If the animators of Aardman, the company behind Wallace and Gromit, gave up crumpets and custard creams, switched to an intravenous diet of raw steak and steroids, and were forced to watch trashy 80s movies 24/7 for a month, they might come up with something like Chuck Steel. This is a sweary, gleefully violent stop-motion animation directed by Mike Mort (whose credits include episodes of the Shaun the Sheep TV series). His action-hero creation is US cop Chuck Steel, a boorish knucklehead with a chin the size of a wheelbarrow. Set in the 80s, the film is a spoofy comedy lampooning the bad old days when it was OK in a movie to call a woman “sugar tits” and use the R-word. But most of the humour comes from simply saying this stuff, which gets a bit uncomfortable.

It opens with a gloriously over-the-top action set piece: Steel (voiced by Mort) single-handedly takes on an army of ninjas in a doomed attempt to rescue his wife. The sequence is a technical marvel of handmade stop-motion, each frame crammed with a thousand tiny details. The main action sees Steel, a throwback to Bruce Willis or Sylvester Stallone in their hanging-out-of-helicopters heyday, on the case of rampaging Trampires: homeless vampires addicted to booze and blood. (They look incredible, like extras from Michael Jackson’s Thriller.) Trampires target people drunkenly staggering out of bars late at night, and naturally the only way to kill them is with a wooden stake through … the liver, not the heart.

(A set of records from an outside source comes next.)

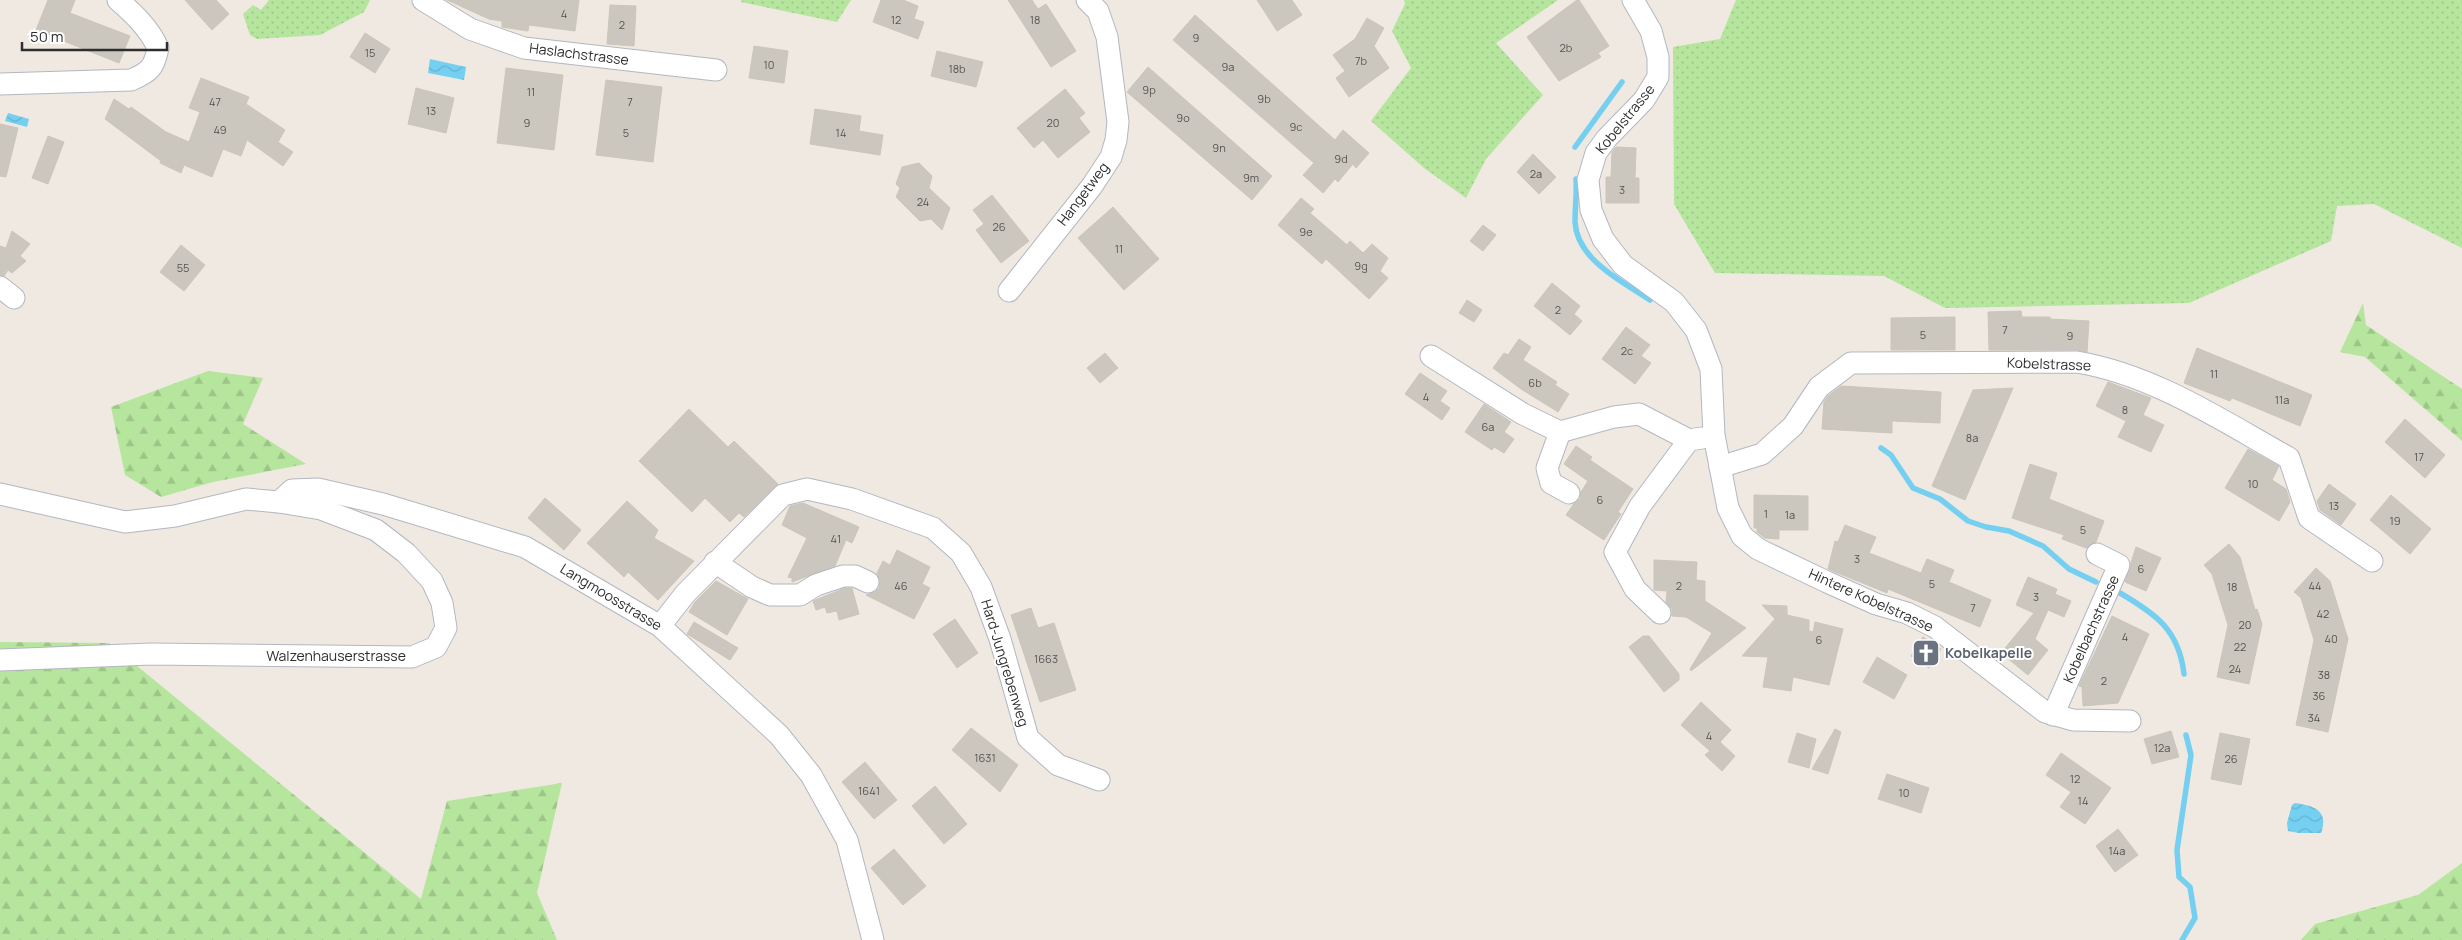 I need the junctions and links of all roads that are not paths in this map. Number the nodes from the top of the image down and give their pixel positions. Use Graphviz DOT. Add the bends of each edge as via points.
graph roads {
  1 [pos="118,0"];
  2 [pos="423,0"];
  3 [pos="1087,0"];
  4 [pos="1633,0"];
  5 [pos="716,70"];
  6 [pos="0,84"];
  7 [pos="1009,291"];
  8 [pos="1431,356"];
  9 [pos="1560,432"];
  10 [pos="1714,435"];
  11 [pos="1689,440"];
  12 [pos="1720,467"];
  13 [pos="1569,493"];
  14 [pos="0,494"];
  15 [pos="280,502"];
  16 [pos="1742,536"];
  17 [pos="2097,554"];
  18 [pos="2372,561"];
  19 [pos="715,562"];
  20 [pos="868,582"];
  21 [pos="1660,613"];
  22 [pos="660,626"];
  23 [pos="0,660"];
  24 [pos="2053,715"];
  25 [pos="2130,721"];
  26 [pos="1099,780"];
  27 [pos="873,940"];
  1 -- 6 [label="street" via="139,18 154,37 158,48 152,68 142,76 131,80"];
  2 -- 5 [label="street, Haslachstrasse" via="470,28 524,48"];
  3 -- 7 [label="street, Hangetweg" via="1098,11 1107,38 1118,122 1116,140 1111,157 1092,186"];
  4 -- 10 [label="street, Kobelstrasse" via="1651,30 1658,57 1658,77 1644,100 1596,154 1588,180 1591,210 1603,239 1623,264 1674,302 1696,330 1711,369"];
  8 -- 9 [label="street" via="1523,414"];
  9 -- 11 [label="street" via="1614,417 1639,414"];
  9 -- 13 [label="street" via="1547,468 1551,483"];
  10 -- 11 [label="street"];
  10 -- 12 [label="street, Kobelstrasse"];
  11 -- 21 [label="street" via="1640,506 1615,552 1635,589"];
  12 -- 16 [label="street, Kobelstrasse" via="1728,508"];
  12 -- 18 [label="street, Kobelstrasse" via="1762,454 1793,426 1820,387 1851,363 2077,362 2108,367 2164,389 2289,458 2308,518"];
  14 -- 15 [label="street, Walzenhauserstrasse" via="125,522 175,516 246,500"];
  15 -- 22 [label="street, Langmoosstrasse" via="292,490 318,489 383,504 525,547"];
  15 -- 23 [label="street, Walzenhauserstrasse" via="321,509 376,530 406,552 432,582 442,603 446,628 436,647 412,657 151,654"];
  16 -- 24 [label="street, Hintere Kobelstrasse" via="1758,549 1827,582 1935,627"];
  17 -- 24 [label="street, Kobelbachstrasse" via="2119,565"];
  19 -- 20 [label="street" via="770,595 800,595 816,585 843,576 855,576"];
  19 -- 22 [label="street, Hard-Jungrebenweg"];
  19 -- 26 [label="street, Hard-Jungrebenweg" via="782,495 807,489 839,495 933,528 961,552 982,587 1028,738 1058,765"];
  22 -- 27 [label="street, Langmoosstrasse" via="779,735 811,775 847,840"];
  24 -- 25 [label="street, Hintere Kobelstrasse" via="2073,720"];
} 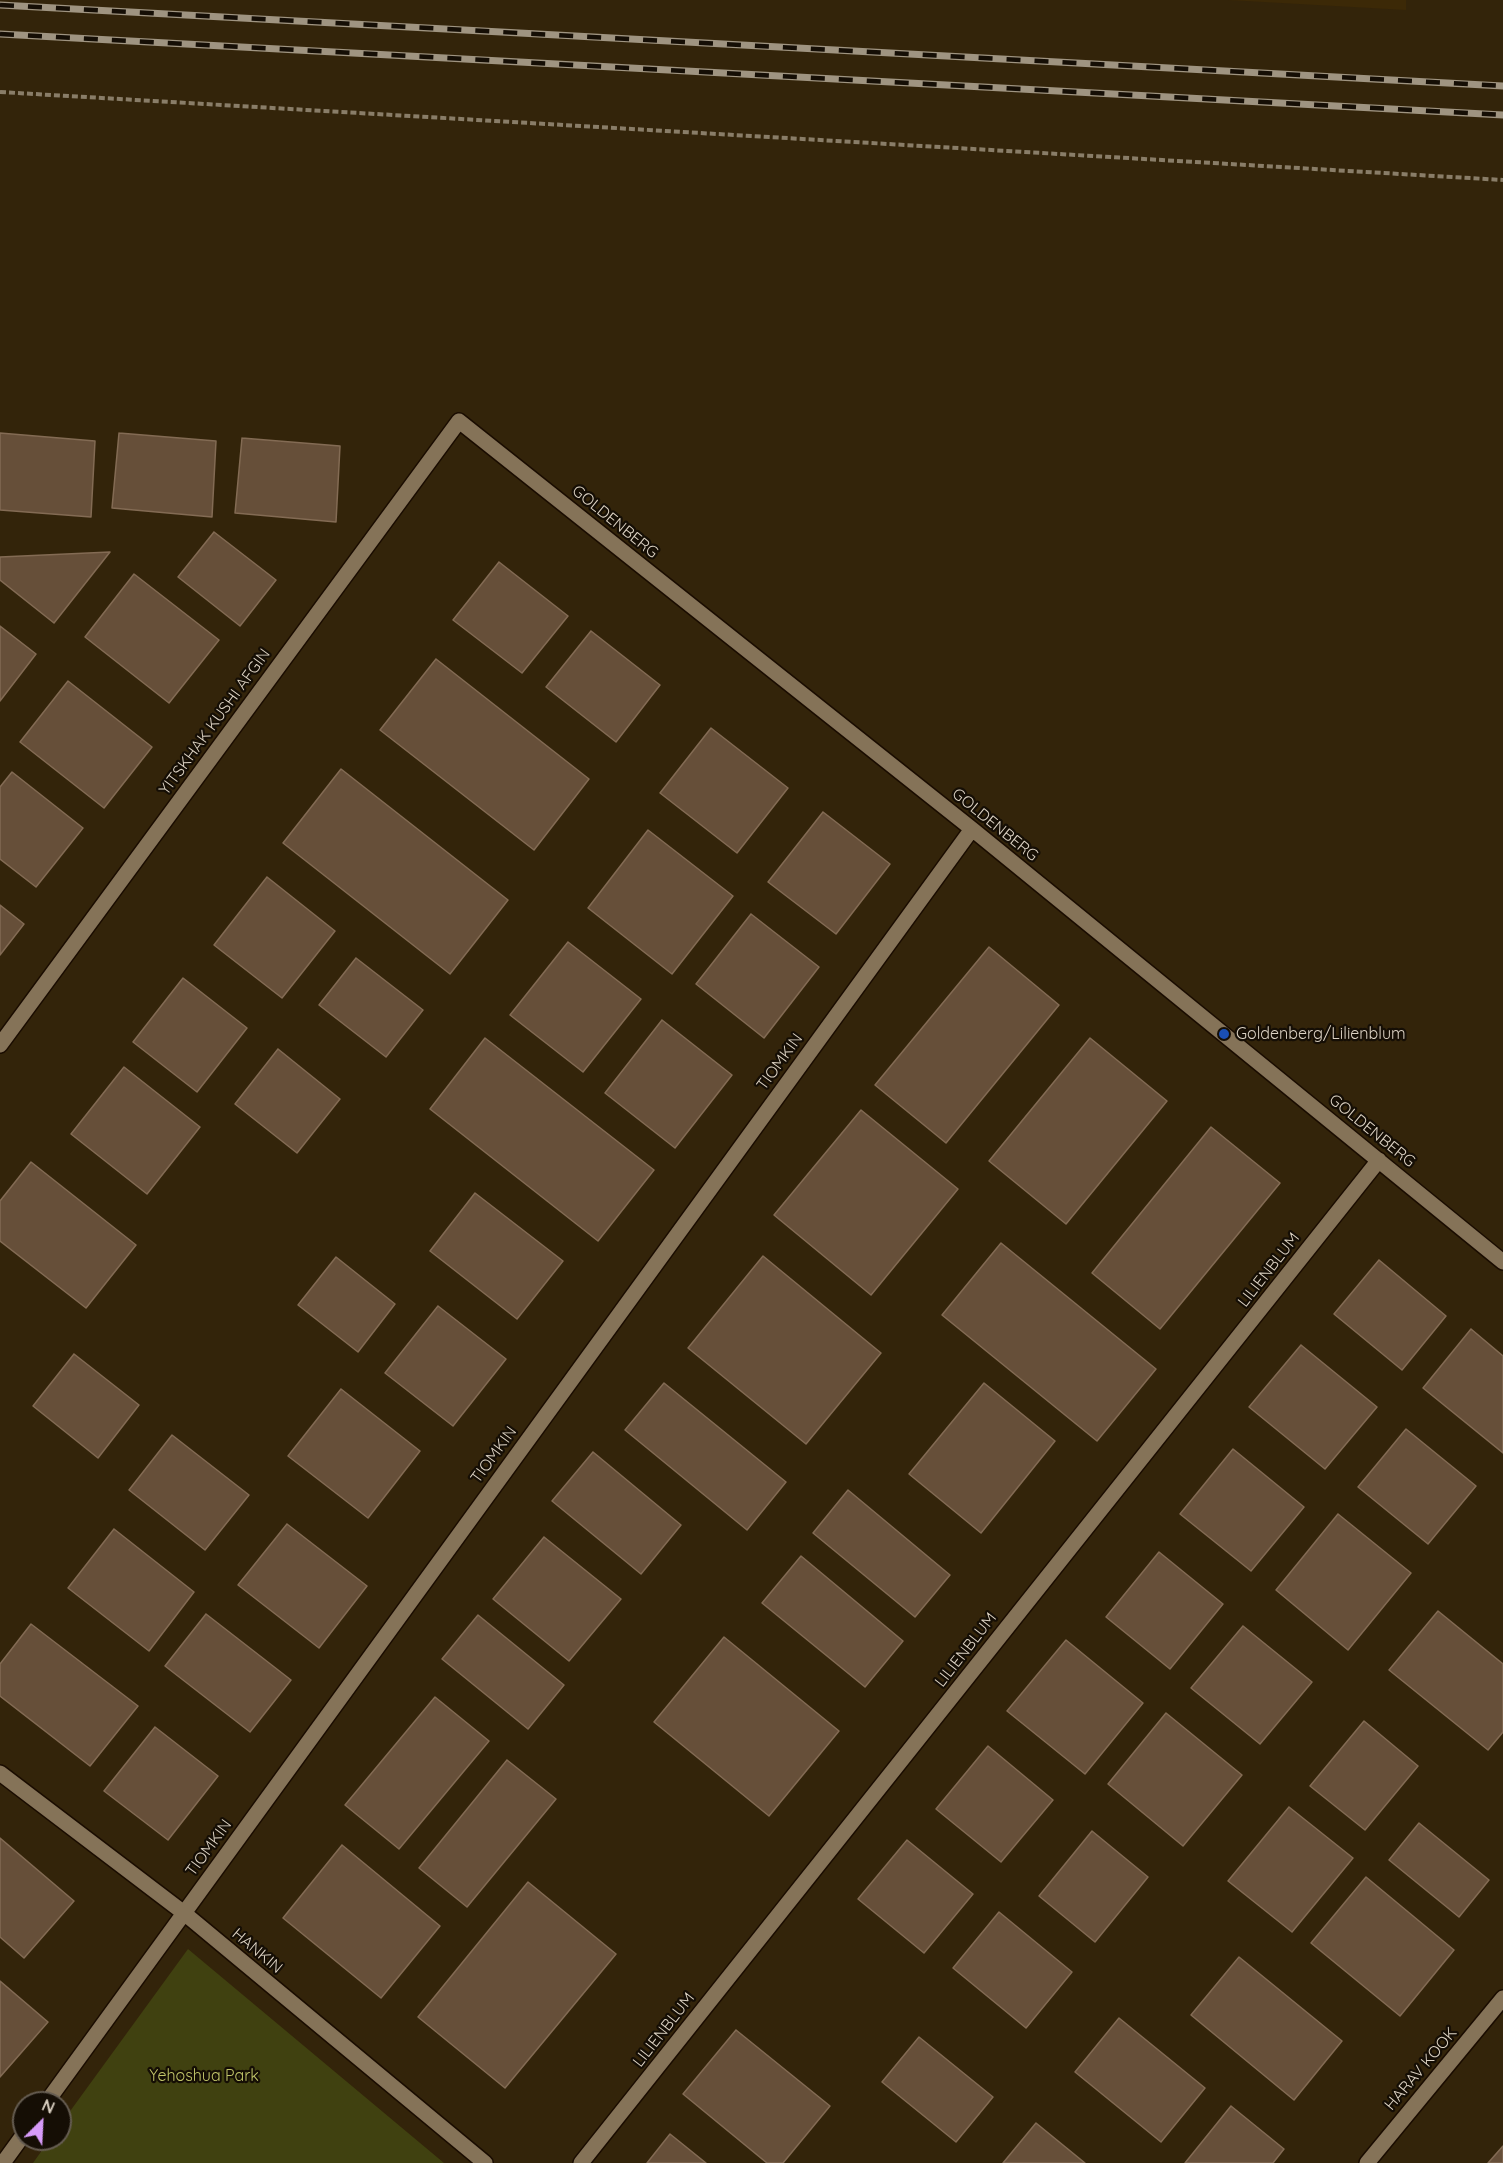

It’s a silly, fun storyline, but Mort hasn’t whittled his satire to a sharp enough tip. Here’s a typical line: “Tell my wife I never loved her. I only married her to get close to her sister,” a cop says on his deathbed. Is it offensive? Not exactly, but the bad 80s jokes wear pretty thin pretty quickly.

• Chuck Steel: Night of the Trampires is in cinemas from 29 October.